Gannon: Candidates fighting to get on ballot

Published 12:00 am Wednesday, May 11, 2016

RALEIGH — Like dozens of his General Assembly colleagues, Rep. John Bradford III, a Cornelius Republican, thought he would have it easy come November.

As of now, the first-term legislator has no competition in the fall election.

Then came House Bill 2, legislation passed by the Republican-led General Assembly that many see as discriminatory toward the LGBT community in North Carolina.

Before HB2, Jane Campbell of Davidson was a retired Navy captain living with her spouse, Heather. A Democrat, she was concerned about the direction of the General Assembly in areas such as redistricting, teacher pay and women’s health. She had thought about running for office.

For her, HB2 was the “tipping point,” and now she’s trying to get on the November ballot as an unaffiliated candidate to challenge Bradford, a co-sponsor of HB2. (Under state law, Democrats and Republicans can run as unaffiliated candidates.)

To get her name on the ballot, Campbell has less than seven weeks to get the signatures of 4 percent of registered voters in House District 98, which includes parts of northern Mecklenburg County, near Charlotte.  Campbell said she needs roughly 2,400 signatures, but she’s aiming for 4,000. That’s 200 pages, with 20 signatures on each.

Campbell is among at least a handful of potential unaffiliated candidates seeking to garner enough signatures to appear on ballots this fall.
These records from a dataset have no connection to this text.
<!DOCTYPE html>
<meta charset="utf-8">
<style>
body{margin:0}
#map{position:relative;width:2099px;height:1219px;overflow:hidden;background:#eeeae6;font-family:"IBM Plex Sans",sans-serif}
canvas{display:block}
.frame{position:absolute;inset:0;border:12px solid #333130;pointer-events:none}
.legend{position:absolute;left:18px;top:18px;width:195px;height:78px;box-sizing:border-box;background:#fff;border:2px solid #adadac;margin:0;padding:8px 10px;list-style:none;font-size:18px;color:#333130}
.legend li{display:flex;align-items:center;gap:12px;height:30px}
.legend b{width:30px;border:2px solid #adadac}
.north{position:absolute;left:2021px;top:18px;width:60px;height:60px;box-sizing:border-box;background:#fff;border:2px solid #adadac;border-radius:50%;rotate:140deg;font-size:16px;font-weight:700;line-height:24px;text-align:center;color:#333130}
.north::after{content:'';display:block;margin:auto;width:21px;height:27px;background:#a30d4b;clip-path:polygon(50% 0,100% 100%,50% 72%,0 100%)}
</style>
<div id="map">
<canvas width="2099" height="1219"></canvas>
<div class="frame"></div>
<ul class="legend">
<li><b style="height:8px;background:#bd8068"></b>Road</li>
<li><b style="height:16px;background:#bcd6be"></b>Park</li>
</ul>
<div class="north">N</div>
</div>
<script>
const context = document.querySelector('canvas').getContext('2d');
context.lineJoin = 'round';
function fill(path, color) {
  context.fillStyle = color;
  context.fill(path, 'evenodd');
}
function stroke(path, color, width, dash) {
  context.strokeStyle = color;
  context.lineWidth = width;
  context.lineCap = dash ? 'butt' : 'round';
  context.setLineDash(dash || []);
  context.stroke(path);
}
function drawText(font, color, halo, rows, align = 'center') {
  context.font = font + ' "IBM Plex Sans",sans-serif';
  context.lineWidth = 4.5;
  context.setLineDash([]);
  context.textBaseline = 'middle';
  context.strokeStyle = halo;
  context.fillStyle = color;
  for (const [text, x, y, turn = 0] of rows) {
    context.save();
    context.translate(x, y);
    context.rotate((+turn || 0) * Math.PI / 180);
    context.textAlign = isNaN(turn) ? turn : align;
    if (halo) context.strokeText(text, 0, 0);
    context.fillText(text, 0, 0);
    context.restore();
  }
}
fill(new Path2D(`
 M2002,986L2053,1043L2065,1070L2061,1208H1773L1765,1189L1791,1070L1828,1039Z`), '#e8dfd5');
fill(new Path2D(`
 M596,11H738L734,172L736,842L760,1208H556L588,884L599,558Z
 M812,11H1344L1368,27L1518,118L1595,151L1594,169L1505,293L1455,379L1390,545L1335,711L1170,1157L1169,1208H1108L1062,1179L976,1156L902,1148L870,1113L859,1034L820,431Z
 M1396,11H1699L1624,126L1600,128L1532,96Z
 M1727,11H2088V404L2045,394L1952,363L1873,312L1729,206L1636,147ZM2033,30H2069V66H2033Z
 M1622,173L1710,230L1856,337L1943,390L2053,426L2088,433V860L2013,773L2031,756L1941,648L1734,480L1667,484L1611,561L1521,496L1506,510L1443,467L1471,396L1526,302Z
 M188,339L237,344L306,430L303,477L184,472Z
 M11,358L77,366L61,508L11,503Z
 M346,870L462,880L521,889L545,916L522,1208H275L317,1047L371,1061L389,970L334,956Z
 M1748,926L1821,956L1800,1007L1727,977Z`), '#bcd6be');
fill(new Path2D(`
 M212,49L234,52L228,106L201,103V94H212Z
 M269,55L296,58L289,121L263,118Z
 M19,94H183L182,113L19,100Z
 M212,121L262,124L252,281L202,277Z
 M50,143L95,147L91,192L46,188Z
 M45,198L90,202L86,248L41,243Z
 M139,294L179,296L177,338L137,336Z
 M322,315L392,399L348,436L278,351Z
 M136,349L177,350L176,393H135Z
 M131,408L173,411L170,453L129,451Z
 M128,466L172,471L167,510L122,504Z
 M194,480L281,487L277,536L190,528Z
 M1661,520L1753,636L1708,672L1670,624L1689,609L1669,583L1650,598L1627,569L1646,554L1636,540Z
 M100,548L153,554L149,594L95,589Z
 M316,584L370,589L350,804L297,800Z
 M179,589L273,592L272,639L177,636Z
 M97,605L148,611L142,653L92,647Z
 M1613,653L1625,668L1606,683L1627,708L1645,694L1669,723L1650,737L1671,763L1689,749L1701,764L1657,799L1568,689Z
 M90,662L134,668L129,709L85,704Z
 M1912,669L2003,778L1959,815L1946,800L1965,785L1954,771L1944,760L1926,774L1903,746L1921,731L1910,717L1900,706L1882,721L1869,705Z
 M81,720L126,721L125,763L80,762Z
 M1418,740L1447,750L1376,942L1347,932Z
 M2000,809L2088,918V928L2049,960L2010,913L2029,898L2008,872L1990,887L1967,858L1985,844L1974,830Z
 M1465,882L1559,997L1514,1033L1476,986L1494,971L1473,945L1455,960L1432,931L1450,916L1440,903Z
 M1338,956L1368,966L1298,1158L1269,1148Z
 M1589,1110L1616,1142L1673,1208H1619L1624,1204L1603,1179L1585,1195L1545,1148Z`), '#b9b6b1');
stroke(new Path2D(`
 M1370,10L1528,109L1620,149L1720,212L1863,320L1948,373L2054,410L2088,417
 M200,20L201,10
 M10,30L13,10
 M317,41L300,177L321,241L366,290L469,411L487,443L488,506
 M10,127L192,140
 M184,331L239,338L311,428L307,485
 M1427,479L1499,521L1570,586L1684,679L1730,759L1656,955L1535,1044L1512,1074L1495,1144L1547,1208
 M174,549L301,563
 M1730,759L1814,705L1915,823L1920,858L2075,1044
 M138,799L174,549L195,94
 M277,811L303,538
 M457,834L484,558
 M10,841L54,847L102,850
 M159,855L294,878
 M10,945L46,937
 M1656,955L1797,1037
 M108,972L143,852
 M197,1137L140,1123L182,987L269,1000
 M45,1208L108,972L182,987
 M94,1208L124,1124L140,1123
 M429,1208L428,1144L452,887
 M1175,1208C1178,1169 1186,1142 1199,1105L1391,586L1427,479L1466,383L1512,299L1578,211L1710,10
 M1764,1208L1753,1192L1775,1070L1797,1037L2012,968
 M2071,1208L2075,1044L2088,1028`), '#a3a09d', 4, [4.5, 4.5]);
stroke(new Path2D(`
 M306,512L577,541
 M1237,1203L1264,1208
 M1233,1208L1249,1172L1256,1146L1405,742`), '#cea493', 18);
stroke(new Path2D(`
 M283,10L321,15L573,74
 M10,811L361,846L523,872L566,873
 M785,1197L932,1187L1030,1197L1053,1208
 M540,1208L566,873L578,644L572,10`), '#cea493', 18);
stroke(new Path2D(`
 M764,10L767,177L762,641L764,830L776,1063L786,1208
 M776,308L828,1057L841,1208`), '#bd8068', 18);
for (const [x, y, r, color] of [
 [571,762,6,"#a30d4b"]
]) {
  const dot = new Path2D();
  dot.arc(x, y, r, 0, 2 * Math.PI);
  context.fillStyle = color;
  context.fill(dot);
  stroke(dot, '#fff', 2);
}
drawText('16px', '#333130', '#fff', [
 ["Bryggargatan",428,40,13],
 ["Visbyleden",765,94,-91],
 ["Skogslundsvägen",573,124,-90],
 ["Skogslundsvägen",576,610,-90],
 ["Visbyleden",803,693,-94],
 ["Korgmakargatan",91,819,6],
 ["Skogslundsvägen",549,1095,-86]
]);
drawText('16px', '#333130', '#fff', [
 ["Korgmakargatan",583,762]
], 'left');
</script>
If no unaffiliated candidates get the required signatures, 57 of 120 House members and 15 of 50 senators would go unopposed on Nov. 8. Yes, that’s 72 of our 170 state legislators.

It seems unfair that independent candidates need to get so many signatures just to appear on a ballot in a state where unaffiliated voters now make up more than 28 percent — and growing — of the registered voters. According to the State Board of Elections, voters registered as unaffiliated now make up nearly 1.9 million of the state’s 6.5 million voters.
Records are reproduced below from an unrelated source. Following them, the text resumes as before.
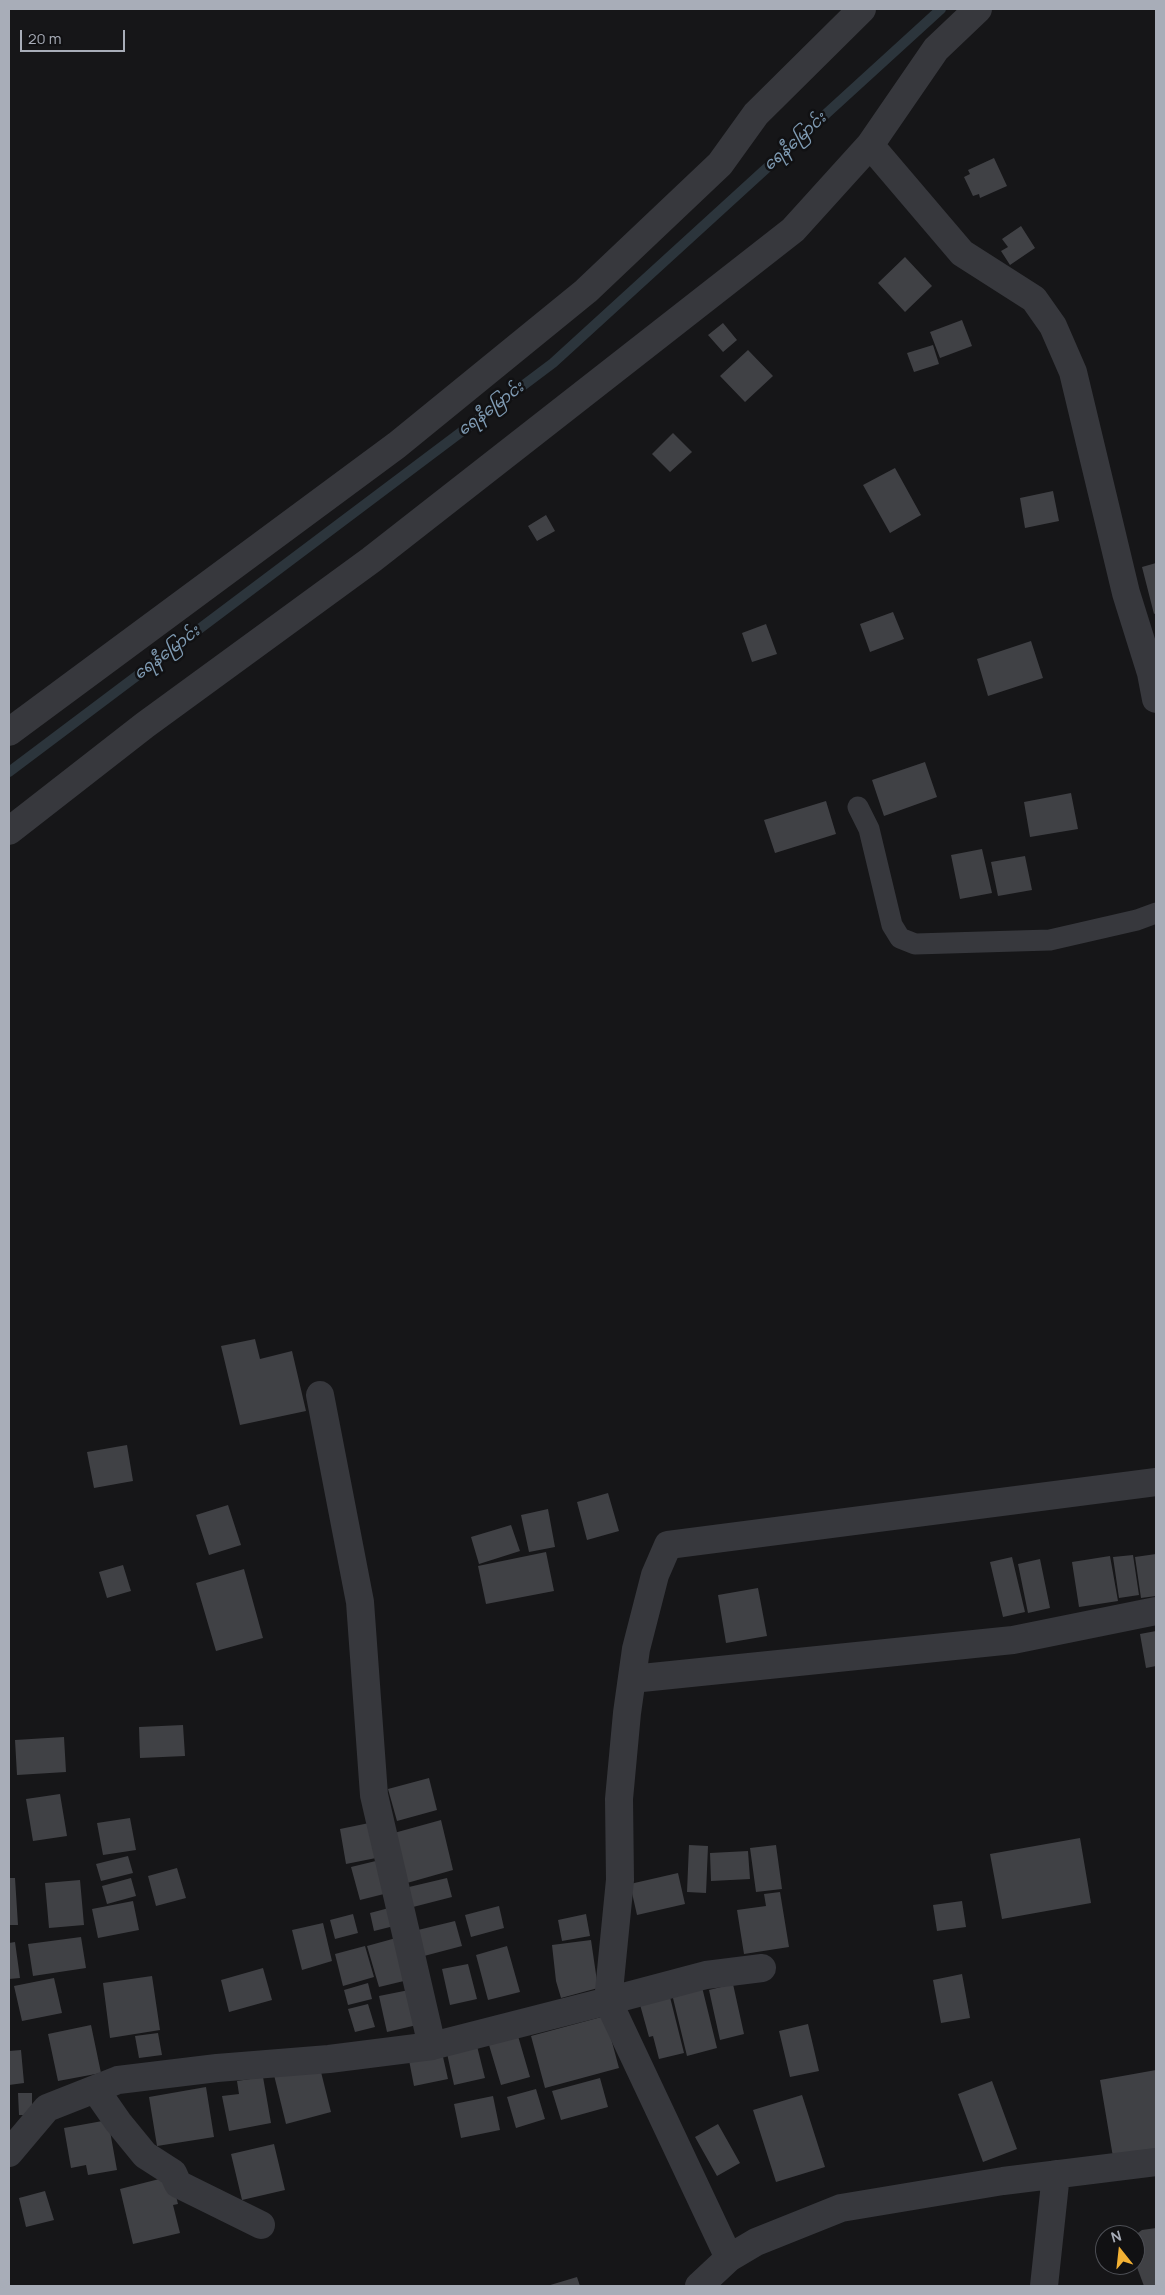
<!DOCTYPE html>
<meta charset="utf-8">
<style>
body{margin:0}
#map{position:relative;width:1165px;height:2295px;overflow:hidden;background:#161618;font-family:Manrope,sans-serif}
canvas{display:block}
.frame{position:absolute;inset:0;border:10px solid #a8adb8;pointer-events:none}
.north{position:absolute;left:1095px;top:2225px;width:50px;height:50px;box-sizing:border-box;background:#111113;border:1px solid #4d4f55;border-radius:50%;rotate:344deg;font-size:14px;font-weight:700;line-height:20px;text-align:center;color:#a8adb8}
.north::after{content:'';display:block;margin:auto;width:18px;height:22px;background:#f2b134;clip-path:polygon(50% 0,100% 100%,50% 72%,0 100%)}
.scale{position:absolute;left:20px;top:30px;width:105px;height:22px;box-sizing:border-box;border:2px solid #a8adb8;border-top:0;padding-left:6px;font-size:15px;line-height:18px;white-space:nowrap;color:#a8adb8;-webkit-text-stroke:4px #111113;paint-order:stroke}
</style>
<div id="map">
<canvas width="1165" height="2295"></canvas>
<div class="frame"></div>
<div class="north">N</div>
<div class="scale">20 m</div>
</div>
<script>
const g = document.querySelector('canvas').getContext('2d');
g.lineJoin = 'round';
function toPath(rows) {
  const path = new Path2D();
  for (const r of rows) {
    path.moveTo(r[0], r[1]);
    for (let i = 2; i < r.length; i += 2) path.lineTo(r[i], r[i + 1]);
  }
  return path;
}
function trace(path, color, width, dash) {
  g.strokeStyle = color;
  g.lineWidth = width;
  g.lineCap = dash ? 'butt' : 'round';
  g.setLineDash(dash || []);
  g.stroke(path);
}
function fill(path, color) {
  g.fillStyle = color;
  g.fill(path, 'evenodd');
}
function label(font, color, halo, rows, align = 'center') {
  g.font = font + ' Manrope,"Noto Sans Myanmar",sans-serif';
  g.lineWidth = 5;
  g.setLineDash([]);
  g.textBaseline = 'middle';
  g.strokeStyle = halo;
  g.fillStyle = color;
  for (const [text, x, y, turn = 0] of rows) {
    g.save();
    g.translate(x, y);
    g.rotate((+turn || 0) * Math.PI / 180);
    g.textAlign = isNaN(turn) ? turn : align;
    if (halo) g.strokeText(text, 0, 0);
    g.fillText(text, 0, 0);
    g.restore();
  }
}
trace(toPath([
 [9,772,553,363,941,9]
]), '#2c353c', 10);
fill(toPath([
 [994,158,1007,186,980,198,979,194,973,196,964,177,970,174,968,170],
 [1021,226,1035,248,1010,265,1001,251,1008,247,1002,239],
 [905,257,932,286,905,312,878,283],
 [962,320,972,346,940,358,930,332],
 [723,323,737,340,723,352,708,335],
 [933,345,939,364,914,372,907,353],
 [748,350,773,376,745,402,720,376],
 [673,433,692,452,670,472,652,454],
 [895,468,921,515,890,533,863,485],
 [1053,491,1059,521,1025,528,1020,498],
 [546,515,555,531,537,541,528,526],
 [1156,563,1156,613,1154,614,1142,567],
 [893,612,904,639,870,652,860,624],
 [766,624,777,654,752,662,742,633],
 [1031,641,1043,678,988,696,977,659],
 [925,762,937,797,884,816,872,780],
 [1071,793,1078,829,1030,837,1024,802],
 [826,801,836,834,775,853,764,820],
 [982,849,992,893,960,899,951,855],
 [1025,856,1032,890,998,896,991,862],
 [255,1339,260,1359,292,1351,306,1411,240,1425,221,1346],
 [127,1445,133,1481,94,1488,87,1452],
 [608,1493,619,1531,587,1540,577,1502],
 [228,1505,241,1545,209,1555,196,1515],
 [548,1509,555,1547,529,1552,521,1515],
 [511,1525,520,1551,479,1564,471,1537],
 [546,1552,554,1591,486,1604,478,1566],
 [1156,1554,1156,1596,1141,1598,1135,1557],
 [1133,1555,1139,1595,1119,1598,1113,1557],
 [1110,1556,1118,1601,1079,1607,1072,1562],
 [1012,1557,1025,1612,1003,1617,990,1562],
 [1040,1559,1050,1608,1028,1613,1018,1564],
 [123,1565,131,1591,107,1598,99,1572],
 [244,1569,263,1638,216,1651,196,1583],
 [758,1588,767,1636,726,1643,718,1595],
 [1156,1631,1156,1666,1146,1668,1140,1634],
 [183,1725,185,1756,140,1758,139,1727],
 [64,1737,66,1772,17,1775,15,1740],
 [429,1778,437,1810,397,1821,388,1789],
 [60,1794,67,1836,33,1841,26,1799],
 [130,1818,136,1850,103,1855,97,1823],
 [441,1820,453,1870,407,1883,394,1833],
 [374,1822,381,1857,346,1864,340,1829],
 [1080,1838,1091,1903,1002,1919,990,1854],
 [689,1845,708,1846,706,1893,687,1892],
 [776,1845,782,1889,756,1892,750,1848],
 [748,1851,750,1879,711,1881,710,1853],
 [128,1856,133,1873,101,1881,96,1864],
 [384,1859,392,1892,360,1900,351,1867],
 [177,1868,186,1898,156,1906,148,1876],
 [678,1873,685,1904,637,1915,630,1884],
 [9,1878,15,1878,18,1925,9,1925],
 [131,1878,136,1896,107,1904,102,1886],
 [447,1878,452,1897,413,1907,409,1887],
 [80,1880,84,1925,49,1928,45,1883],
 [780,1892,789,1947,744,1954,737,1910,766,1906,764,1894],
 [133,1901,139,1930,98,1938,92,1909],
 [962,1901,966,1927,937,1931,933,1905],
 [499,1906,504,1928,471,1937,465,1915],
 [389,1908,394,1926,374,1931,370,1913],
 [353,1914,358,1933,335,1939,330,1920],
 [586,1914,590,1936,562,1941,558,1920],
 [455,1921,462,1946,424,1956,418,1930],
 [323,1923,332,1961,302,1970,292,1930],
 [81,1937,86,1968,33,1976,28,1944],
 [396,1938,408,1980,379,1987,367,1946],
 [591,1940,598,1988,561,1998,556,1981,552,1945],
 [15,1942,20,1978,9,1979,9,1943],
 [365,1946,374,1977,343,1986,335,1954],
 [507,1946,520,1992,488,2000,476,1955],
 [468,1964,477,1999,450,2005,442,1969],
 [263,1968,272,2000,229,2012,221,1980],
 [962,1974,970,2018,941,2023,933,1980],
 [152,1976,160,2030,110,2038,103,1983],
 [54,1978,62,2013,22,2021,14,1986],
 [368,1983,372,1999,348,2005,344,1990],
 [733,1984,744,2034,720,2040,709,1990],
 [702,1987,717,2048,687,2056,672,1994],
 [409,1990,417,2025,387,2032,379,1996],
 [669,1993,684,2053,659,2059,653,2036,649,2037,639,2001],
 [368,2004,375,2027,355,2032,348,2009],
 [605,2016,619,2068,545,2088,531,2036],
 [808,2024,819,2071,790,2077,779,2031],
 [91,2025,101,2073,58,2081,48,2034],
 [158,2033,162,2055,139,2058,135,2036],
 [518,2036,530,2077,501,2085,489,2045],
 [476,2042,485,2078,454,2085,446,2049],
 [441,2048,448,2079,414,2086,408,2055],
 [21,2050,24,2083,9,2085,9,2051],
 [319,2064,331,2112,286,2124,274,2075],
 [1156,2070,1156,2149,1113,2157,1100,2080],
 [263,2077,271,2123,229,2131,222,2096,239,2094,237,2081],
 [600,2078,608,2107,561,2120,552,2091],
 [992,2081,1017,2149,983,2162,958,2094],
 [206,2087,214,2137,157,2146,149,2097],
 [536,2089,545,2119,516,2128,507,2097],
 [18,2093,32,2093,32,2115,19,2115],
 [802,2095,825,2167,776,2182,753,2110],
 [493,2096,500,2130,461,2138,454,2104],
 [108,2120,117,2170,88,2175,86,2165,71,2168,64,2128],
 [718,2124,740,2163,717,2176,695,2137],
 [274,2144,285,2190,242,2200,231,2154],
 [171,2176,178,2204,173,2205,180,2233,133,2244,120,2189],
 [45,2191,54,2220,26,2227,19,2198],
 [1156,2228,1156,2286,1144,2286,1135,2262,1135,2235,1142,2230],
 [577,2277,580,2286,547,2286]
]), '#404145');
trace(toPath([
 [858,807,869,829,892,925,900,938,915,944,1050,940,1137,920,1156,913]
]), '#37383d', 21);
trace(toPath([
 [870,145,962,253,1034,299,1053,326,1073,372,1126,593,1151,673,1156,699],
 [9,732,397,445,586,291,720,164,756,114,862,9],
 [9,831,145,725,371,560,793,230,870,145,936,49,978,9],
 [320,1395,360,1602,374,1795,432,2046],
 [632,1679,1013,1640,1156,1611],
 [762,1968,706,1975,608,2001,620,1880,619,1799,627,1713,636,1649,655,1575,668,1545,1156,1482],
 [95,2089,118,2122,145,2155,173,2173,178,2184,261,2225],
 [9,2153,47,2108,118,2080,217,2068,329,2059,432,2046,608,2001,729,2258],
 [699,2286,729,2258,756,2242,841,2208,1003,2181,1156,2162],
 [1044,2286,1056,2174]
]), '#37383d', 28);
label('italic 16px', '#7f9bb3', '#111113', [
 ["ရေနီမြောင်း",795,142,-42],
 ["ရေနီမြောင်း",491,409,-37],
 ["ရေနီမြောင်း",167,653,-37]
]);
</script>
As she announced her signature effort recently, Campbell said simply going around town getting people to sign will start a conversation in her district about what’s going on in North Carolina state government. If she’s successful, that debate would continue through the year.

Otherwise, she said, “this first-term politician goes uncontested in a bid for re-election.”

A quick search of the State Board of Elections website showed another half-dozen or so General Assembly hopefuls seeking to get on ballots as unaffiliated candidates. Perhaps their efforts will spark an overdue conversation about ballot access laws for the growing number of unaffiliated voters in North Carolina.

I hope they all are successful in getting the required number of petitions. Because what’s a democracy without choices?

Patrick Gannon is the editor of the Insider State Government News Service.